If I pick $100, my payout is determined by what my opponent chooses. The insignificant potential difference of $4 does not justify lowering my pick and squandering possible value far in excess of $4. However, lowering my pick to $98 has no possible adverse outcome for me, but also provides no benefit. Lowering it to $99 also has no adverse outcome, but includes the possibility of gaining $1 over the $100 bet, so unless I'm trying to help the other guy, I should do that.

 

[Rashiminos]

You pick 96.
Value = (chance of win * 98) + (chance of tie * 96) + (chance of loss * 94)
Value = ( 4/100 * 98 ) + ( 1/100 * 96) + (95/100 * 94) = $94.18

You'd give 100. Either way you get $98 or $100, which is pretty sweet either way.

Have to say it again since people are still missing it, when you pick higher than the other person, you get 2 less than the number S/HE PICKED.

 

[Gogf]

By the way, for those of you arguing for low numbers, you ONLY actually benefit from aiming below your opponent rather than shooting high if you guess zero, one, two, or three dollars less than he does.

 

[History_Buff]

Have to say it again since people are still missing it, when you pick higher than the other person, you get 2 less than the number S/HE PICKED.

Ah, yes, totally missed that. That does make things less obvious.

Though in that case I think the drive to pick higher just becomes stronger. I would still choose large because it doesn't really make sense for the other person to pick lower, as they too want to maximize their gain without respect to my gain. Undercutting my 'opponent' only really hurts me.

The issue here is that the $2 penalty so to speak is so small relative to the potential $101 payoff.

 

[Perfection]

I wouldn't play the game. I'd pick up my chair and throw it through the reflective glass window and then beat up the experimenters watching me.

 

[aelf]

I would choose a few $ less than $100. Unless you assume for some odd reason that your opponent is an idiot and wants to win even though there's no incentive, he'll probably choose about the same number.
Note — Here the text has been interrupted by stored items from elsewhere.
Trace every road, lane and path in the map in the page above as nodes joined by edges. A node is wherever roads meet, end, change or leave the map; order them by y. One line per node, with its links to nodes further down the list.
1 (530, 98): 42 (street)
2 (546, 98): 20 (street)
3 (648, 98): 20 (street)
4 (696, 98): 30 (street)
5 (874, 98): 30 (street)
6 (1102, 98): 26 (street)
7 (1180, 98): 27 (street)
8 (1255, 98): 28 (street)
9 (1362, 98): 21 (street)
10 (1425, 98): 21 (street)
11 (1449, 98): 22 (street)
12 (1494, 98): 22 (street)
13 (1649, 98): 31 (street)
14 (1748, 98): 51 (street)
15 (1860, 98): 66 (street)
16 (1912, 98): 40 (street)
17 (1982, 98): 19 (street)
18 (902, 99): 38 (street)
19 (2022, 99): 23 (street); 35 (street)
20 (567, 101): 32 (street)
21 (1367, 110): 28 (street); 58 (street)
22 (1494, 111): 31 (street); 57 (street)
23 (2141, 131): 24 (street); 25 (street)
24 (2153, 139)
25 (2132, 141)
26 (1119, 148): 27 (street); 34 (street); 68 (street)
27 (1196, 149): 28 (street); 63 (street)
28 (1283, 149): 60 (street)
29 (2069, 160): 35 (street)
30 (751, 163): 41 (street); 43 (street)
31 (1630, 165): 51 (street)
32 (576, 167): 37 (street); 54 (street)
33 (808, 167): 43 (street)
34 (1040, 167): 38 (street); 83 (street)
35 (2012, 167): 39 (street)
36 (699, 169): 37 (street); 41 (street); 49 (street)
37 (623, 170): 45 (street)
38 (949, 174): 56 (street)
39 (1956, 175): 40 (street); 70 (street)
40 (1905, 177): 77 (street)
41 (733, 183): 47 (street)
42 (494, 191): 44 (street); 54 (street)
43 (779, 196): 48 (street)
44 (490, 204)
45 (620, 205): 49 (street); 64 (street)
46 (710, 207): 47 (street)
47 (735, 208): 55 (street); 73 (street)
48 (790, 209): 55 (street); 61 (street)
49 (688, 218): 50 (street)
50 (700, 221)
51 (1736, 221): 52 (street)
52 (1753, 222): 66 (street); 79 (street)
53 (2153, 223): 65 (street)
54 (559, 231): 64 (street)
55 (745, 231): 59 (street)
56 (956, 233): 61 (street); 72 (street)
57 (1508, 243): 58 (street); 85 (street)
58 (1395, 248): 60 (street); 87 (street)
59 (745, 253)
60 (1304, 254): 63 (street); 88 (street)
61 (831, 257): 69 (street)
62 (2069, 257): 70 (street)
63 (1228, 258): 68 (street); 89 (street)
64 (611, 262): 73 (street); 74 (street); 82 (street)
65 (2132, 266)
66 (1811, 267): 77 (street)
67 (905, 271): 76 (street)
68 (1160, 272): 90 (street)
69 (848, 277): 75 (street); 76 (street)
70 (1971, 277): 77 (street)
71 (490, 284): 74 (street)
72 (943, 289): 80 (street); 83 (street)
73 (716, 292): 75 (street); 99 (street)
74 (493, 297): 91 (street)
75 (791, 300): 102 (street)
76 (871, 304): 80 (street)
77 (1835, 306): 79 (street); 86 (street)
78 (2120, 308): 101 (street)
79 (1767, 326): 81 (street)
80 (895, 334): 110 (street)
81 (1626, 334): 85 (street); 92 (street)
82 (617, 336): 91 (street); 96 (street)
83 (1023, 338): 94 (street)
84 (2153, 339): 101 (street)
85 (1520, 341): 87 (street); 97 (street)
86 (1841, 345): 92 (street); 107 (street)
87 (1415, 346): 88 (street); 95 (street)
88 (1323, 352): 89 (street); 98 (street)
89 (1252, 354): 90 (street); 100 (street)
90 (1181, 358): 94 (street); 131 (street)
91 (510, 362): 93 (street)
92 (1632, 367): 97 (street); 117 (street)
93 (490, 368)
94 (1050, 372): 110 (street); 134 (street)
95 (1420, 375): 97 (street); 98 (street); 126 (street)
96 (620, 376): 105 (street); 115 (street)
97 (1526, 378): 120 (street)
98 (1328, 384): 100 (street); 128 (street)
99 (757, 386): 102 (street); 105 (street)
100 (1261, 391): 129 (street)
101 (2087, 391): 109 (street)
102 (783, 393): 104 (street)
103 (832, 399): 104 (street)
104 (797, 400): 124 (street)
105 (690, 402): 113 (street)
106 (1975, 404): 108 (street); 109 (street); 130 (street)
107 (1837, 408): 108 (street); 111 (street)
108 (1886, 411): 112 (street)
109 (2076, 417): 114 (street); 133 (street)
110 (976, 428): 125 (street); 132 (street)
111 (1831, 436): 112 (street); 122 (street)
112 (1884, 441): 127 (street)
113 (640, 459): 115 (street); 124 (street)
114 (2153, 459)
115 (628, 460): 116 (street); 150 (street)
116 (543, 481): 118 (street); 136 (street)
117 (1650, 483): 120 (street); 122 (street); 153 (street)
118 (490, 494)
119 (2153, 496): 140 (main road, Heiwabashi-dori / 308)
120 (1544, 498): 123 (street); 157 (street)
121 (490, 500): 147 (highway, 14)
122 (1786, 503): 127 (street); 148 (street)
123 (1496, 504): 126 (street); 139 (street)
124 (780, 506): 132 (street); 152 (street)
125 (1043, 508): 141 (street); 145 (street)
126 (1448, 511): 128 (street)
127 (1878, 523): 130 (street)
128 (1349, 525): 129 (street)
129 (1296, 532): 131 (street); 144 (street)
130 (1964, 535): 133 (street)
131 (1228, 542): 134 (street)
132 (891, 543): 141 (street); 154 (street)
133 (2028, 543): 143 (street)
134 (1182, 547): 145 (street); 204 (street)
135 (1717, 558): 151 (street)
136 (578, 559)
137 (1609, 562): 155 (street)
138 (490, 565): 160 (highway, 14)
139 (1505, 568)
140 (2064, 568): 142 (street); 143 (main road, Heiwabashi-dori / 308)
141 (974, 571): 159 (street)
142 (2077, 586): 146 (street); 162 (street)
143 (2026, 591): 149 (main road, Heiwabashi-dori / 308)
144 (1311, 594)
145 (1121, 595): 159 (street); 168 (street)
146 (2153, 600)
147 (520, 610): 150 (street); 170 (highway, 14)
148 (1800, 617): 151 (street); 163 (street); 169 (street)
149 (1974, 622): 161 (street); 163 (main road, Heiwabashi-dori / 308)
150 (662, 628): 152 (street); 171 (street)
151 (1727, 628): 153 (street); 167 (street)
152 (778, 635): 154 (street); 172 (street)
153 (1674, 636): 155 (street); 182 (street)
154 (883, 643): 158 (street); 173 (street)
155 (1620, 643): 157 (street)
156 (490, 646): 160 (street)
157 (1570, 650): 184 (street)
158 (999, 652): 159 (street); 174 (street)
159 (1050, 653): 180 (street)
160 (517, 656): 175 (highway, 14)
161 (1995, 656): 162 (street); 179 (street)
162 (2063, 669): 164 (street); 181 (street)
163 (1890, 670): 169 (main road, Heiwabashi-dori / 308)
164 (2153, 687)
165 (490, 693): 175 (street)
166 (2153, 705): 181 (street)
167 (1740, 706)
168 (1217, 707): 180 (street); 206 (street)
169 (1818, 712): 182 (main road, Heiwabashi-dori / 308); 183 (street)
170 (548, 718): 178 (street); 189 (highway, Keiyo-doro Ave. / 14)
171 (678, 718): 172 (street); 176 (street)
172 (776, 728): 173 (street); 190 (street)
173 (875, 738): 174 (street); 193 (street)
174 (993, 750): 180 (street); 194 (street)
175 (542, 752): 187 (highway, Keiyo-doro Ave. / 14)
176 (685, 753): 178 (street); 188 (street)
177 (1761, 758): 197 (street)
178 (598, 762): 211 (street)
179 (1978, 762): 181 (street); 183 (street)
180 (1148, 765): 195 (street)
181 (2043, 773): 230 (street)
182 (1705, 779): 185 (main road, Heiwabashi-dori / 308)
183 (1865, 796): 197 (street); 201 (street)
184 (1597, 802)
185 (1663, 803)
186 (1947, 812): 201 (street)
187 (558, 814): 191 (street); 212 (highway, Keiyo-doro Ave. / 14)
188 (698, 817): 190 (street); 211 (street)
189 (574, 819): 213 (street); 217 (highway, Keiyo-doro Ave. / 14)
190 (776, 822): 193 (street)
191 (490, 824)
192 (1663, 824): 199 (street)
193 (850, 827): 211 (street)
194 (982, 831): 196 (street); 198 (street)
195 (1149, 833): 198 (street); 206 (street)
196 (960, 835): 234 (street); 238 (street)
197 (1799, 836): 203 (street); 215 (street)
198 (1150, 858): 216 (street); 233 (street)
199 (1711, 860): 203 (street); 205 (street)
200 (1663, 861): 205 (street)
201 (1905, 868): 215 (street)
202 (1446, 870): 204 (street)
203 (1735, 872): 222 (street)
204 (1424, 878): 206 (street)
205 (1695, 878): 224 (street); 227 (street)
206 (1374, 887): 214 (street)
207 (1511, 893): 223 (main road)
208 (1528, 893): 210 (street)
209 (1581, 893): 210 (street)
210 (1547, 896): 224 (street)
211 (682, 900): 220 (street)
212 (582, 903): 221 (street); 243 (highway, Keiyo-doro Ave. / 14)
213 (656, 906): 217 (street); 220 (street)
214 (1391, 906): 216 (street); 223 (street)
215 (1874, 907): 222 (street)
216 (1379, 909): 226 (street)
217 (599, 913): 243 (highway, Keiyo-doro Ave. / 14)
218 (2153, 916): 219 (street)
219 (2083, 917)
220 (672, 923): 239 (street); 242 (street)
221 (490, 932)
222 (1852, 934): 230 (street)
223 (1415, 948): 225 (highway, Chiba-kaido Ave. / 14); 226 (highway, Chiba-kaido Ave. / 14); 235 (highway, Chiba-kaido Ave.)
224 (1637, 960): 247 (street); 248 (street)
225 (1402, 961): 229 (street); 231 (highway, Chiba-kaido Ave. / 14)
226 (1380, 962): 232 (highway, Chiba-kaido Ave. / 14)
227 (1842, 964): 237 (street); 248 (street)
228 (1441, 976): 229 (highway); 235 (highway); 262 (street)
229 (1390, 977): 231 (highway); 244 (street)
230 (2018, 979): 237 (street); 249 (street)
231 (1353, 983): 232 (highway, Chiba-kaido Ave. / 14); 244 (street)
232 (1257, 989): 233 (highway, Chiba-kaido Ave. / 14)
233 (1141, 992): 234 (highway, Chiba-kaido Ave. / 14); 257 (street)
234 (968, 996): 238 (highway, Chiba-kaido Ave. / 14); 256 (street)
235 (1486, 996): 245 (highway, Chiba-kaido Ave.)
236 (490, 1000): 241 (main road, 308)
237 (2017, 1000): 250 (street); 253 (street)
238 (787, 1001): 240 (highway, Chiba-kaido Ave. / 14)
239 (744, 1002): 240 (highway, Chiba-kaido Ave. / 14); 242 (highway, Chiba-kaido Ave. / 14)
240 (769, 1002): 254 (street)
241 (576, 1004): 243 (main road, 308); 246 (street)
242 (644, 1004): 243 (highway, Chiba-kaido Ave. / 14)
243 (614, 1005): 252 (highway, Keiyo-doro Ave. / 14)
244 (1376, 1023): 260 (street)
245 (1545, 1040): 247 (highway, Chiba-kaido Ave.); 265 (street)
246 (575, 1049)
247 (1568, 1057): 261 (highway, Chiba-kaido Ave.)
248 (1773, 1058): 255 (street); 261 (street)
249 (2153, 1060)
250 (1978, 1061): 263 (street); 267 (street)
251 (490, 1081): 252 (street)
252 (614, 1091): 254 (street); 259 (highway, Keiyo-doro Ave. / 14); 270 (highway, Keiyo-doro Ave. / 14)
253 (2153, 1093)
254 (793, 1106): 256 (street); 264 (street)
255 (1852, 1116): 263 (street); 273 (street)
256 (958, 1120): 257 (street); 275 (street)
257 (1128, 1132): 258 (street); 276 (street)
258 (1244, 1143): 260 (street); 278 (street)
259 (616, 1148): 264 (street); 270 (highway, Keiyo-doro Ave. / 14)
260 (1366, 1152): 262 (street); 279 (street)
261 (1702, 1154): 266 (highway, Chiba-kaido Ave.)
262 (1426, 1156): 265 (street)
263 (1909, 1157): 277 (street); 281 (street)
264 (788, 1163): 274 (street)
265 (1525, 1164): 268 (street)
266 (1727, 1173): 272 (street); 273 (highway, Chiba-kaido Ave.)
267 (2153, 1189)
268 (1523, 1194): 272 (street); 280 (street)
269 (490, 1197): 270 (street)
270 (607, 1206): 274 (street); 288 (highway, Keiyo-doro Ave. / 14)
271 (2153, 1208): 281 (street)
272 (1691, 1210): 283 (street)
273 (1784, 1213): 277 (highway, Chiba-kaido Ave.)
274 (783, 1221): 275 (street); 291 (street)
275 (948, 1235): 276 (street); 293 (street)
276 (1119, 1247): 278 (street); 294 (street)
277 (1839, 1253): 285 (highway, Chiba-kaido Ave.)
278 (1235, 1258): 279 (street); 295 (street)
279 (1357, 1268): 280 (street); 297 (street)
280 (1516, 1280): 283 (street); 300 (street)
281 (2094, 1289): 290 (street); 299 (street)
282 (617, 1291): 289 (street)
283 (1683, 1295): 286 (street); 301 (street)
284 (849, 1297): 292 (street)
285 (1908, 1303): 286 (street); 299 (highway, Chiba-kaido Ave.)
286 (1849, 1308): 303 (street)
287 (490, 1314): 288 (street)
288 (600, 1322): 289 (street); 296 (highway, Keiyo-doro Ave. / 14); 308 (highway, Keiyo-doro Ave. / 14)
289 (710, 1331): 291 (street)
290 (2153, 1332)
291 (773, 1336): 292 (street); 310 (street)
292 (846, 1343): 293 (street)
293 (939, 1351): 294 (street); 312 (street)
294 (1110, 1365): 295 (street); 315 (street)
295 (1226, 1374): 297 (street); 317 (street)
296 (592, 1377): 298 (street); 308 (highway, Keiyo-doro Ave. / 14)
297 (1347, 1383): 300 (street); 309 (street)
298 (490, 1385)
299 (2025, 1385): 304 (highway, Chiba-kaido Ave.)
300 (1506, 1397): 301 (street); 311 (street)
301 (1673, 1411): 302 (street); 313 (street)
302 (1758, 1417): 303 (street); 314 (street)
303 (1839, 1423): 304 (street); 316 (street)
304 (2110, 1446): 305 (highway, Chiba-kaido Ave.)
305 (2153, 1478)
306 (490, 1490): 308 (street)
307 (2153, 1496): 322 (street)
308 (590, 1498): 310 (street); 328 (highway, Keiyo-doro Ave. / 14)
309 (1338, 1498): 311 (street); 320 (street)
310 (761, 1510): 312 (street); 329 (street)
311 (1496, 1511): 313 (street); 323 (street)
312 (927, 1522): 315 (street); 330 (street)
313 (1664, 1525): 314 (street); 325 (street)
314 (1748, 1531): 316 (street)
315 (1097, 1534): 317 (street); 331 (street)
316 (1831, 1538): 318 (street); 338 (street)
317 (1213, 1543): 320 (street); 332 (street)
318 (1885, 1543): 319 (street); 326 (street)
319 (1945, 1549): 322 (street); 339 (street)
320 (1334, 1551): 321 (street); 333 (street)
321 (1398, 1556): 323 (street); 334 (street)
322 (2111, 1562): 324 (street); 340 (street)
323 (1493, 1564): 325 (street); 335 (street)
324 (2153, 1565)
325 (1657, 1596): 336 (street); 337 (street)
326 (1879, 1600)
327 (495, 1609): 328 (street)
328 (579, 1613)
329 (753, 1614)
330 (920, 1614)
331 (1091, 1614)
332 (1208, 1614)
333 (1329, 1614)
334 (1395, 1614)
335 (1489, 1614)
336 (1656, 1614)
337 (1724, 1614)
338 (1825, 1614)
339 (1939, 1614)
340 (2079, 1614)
Maybe I lose a few $, maybe I gain a few extra $. The chance of winning a few extra $ is nice, but if not, meh.

Put me down as one of those who think that rationality is maximising gain, since that's how it's defined for game theory anyway.


EDIT: I'll hazard a guess and say that the pure strategy Nash Equilibrium is at 2, but there is probably at least one mixed strategy Nash Equilibrium at a high value that would justify most people's hunch for choosing something close to 100.

PS: I wonder if the choices people make offer any clue to what their personalities are like. I think I wouldn't really want to get to know those who choose $2.

 

[Mise]

You guys looking at the opponent picking randomly are ridiculous Your opponent isn't going to pick randomly, so your model is worthless. Sorry.

 

[CCRunner]

I'd go either 99 or 100. My money will probably not depend on my choice at all so I'll just trust that the other guy isn't an idiot. 99 for a little bit of potential gain, but not much risk.